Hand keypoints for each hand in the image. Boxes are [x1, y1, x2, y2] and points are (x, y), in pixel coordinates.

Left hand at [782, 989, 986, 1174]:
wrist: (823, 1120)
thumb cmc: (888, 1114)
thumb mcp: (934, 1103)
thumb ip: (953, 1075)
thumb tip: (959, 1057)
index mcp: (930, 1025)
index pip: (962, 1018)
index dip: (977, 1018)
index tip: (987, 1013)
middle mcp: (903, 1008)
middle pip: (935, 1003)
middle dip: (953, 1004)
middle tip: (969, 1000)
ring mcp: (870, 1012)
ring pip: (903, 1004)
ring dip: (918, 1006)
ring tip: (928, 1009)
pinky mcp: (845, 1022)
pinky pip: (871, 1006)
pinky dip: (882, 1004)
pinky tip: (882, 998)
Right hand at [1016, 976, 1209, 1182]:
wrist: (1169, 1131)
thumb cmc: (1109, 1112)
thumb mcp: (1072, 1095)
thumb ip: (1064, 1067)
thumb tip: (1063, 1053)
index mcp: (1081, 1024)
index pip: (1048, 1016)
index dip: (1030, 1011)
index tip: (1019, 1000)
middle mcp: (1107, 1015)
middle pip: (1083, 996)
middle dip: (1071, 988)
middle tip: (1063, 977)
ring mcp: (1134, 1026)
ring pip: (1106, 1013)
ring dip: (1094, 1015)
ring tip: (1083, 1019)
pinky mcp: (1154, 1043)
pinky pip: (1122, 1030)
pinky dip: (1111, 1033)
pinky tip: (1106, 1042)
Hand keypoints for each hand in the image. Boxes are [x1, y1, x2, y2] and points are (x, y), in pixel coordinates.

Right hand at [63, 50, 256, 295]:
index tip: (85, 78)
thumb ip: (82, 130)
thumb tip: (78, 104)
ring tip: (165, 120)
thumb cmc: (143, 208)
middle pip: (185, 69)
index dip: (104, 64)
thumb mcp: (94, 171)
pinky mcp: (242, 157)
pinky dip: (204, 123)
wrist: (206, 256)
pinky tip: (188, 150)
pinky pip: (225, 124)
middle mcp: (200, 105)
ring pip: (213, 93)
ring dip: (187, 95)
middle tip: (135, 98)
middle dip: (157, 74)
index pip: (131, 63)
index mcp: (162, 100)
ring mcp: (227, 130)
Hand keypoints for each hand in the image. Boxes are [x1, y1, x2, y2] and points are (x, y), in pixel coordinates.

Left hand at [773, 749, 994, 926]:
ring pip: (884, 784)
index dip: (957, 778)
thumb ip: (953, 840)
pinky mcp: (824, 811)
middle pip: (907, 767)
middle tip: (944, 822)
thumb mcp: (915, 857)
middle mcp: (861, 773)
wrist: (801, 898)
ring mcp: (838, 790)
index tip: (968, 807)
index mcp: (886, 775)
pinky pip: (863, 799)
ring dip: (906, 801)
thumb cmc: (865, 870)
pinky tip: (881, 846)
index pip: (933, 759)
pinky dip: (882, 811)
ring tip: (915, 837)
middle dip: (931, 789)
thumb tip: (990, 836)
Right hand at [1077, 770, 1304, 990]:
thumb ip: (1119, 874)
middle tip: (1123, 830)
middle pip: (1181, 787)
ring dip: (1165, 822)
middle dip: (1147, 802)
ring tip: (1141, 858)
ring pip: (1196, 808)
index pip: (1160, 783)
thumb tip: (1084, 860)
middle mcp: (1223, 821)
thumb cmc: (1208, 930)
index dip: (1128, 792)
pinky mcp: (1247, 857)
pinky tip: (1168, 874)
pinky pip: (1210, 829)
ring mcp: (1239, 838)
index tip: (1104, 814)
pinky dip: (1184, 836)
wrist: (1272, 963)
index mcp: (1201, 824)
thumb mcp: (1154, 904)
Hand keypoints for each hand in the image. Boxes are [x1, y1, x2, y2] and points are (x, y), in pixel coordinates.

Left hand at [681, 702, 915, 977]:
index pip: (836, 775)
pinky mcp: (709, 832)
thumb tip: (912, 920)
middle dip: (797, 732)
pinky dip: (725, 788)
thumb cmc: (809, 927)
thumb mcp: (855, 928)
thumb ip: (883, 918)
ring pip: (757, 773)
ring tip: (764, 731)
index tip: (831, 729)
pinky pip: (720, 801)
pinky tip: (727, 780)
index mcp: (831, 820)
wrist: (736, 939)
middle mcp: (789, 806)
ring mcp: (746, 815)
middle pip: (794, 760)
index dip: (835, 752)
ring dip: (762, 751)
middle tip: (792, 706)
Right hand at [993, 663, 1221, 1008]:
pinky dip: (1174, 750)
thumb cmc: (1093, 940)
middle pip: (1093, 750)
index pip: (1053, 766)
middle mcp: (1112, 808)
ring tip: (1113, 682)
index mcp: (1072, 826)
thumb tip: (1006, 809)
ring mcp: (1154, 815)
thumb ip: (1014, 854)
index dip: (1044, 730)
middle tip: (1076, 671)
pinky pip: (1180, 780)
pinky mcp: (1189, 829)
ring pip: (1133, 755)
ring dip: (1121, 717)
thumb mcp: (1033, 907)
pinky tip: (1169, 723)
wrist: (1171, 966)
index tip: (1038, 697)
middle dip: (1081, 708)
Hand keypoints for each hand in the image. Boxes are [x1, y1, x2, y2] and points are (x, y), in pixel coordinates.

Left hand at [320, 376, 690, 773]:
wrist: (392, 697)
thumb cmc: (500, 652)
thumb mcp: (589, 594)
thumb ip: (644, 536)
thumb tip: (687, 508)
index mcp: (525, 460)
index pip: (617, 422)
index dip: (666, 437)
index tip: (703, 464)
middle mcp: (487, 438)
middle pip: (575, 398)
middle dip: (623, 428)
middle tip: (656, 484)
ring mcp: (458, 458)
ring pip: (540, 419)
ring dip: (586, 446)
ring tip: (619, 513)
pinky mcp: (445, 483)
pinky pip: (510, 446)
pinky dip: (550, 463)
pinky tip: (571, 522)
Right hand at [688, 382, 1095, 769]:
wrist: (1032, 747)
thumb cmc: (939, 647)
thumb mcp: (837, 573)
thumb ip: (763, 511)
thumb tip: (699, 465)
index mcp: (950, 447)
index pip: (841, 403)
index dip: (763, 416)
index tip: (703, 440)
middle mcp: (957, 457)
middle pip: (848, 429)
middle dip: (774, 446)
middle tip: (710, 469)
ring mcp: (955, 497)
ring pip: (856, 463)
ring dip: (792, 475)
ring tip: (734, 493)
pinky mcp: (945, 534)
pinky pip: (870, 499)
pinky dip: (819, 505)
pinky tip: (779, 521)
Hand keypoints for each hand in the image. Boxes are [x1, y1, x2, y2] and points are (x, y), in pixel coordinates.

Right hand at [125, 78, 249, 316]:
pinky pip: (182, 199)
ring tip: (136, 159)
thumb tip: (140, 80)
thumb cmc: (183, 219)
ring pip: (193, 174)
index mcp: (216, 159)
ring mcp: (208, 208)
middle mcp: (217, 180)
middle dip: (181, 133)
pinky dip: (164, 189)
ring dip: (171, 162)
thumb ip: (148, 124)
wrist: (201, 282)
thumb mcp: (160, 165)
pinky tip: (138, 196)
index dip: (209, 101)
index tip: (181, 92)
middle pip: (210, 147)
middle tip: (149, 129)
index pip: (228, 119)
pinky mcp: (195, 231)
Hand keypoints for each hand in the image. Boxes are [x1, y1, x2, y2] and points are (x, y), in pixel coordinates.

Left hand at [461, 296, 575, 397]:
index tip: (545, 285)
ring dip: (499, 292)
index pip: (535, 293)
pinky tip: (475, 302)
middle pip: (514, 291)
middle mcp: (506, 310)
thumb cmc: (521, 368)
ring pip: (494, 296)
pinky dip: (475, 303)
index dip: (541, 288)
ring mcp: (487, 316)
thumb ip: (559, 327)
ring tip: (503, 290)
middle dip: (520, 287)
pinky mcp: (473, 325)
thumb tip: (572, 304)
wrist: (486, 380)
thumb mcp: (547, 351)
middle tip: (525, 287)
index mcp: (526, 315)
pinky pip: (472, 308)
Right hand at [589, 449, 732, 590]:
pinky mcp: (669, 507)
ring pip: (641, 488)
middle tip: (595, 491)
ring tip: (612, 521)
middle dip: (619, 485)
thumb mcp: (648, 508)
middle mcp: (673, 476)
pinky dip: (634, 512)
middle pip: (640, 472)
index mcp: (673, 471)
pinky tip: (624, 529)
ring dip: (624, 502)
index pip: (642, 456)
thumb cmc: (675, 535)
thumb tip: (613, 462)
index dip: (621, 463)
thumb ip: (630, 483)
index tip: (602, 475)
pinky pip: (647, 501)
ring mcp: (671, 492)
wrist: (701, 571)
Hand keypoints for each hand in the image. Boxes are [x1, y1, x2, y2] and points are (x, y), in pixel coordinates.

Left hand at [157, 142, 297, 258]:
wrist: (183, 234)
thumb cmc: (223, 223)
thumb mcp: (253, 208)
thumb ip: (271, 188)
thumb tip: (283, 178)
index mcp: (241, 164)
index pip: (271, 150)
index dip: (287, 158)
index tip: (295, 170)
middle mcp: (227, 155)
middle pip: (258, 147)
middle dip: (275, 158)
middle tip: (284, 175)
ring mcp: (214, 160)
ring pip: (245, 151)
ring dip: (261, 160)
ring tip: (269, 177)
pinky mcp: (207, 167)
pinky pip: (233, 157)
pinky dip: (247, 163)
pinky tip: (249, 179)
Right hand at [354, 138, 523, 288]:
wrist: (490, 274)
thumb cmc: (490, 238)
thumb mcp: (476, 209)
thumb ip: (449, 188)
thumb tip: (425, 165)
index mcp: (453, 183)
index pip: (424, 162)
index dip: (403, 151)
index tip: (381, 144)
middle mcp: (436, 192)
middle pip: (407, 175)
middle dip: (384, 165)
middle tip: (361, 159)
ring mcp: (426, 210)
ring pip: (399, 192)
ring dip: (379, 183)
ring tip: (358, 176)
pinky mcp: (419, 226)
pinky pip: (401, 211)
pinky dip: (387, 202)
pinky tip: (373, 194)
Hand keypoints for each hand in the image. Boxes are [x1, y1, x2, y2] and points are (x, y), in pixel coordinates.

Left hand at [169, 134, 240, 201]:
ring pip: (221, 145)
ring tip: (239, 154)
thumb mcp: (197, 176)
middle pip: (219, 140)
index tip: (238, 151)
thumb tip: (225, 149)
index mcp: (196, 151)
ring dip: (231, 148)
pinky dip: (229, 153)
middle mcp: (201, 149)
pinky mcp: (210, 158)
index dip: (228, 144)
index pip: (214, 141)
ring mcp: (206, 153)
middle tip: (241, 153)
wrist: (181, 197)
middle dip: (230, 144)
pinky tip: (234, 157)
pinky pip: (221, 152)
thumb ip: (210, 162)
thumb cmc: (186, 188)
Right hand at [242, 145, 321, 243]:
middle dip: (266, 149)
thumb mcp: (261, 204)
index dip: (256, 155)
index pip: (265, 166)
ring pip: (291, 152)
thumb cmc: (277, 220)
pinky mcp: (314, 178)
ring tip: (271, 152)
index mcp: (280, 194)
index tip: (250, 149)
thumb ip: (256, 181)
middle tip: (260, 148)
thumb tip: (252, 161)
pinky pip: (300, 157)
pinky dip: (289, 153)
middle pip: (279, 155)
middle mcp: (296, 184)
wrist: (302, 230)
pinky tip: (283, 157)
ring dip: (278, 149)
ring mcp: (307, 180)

++++++++++++++++++++

Retype the entries above exactly, but only from the line containing "middle dip: (157, 74)" through the line containing "pinky pip: (863, 799)", both included.

# EXPECTED OUTPUT
middle dip: (157, 74)
index pip: (131, 63)
index mcp: (162, 100)
ring mcp: (227, 130)
Hand keypoints for each hand in the image. Boxes are [x1, y1, x2, y2] and points are (x, y), in pixel coordinates.

Left hand at [773, 749, 994, 926]:
ring pip: (884, 784)
index dip: (957, 778)
thumb ip: (953, 840)
pinky mcp: (824, 811)
middle pip: (907, 767)
middle tip: (944, 822)
thumb mcp: (915, 857)
middle mcp: (861, 773)
wrist: (801, 898)
ring mcp: (838, 790)
index tip: (968, 807)
index mcp: (886, 775)
pinky pip: (863, 799)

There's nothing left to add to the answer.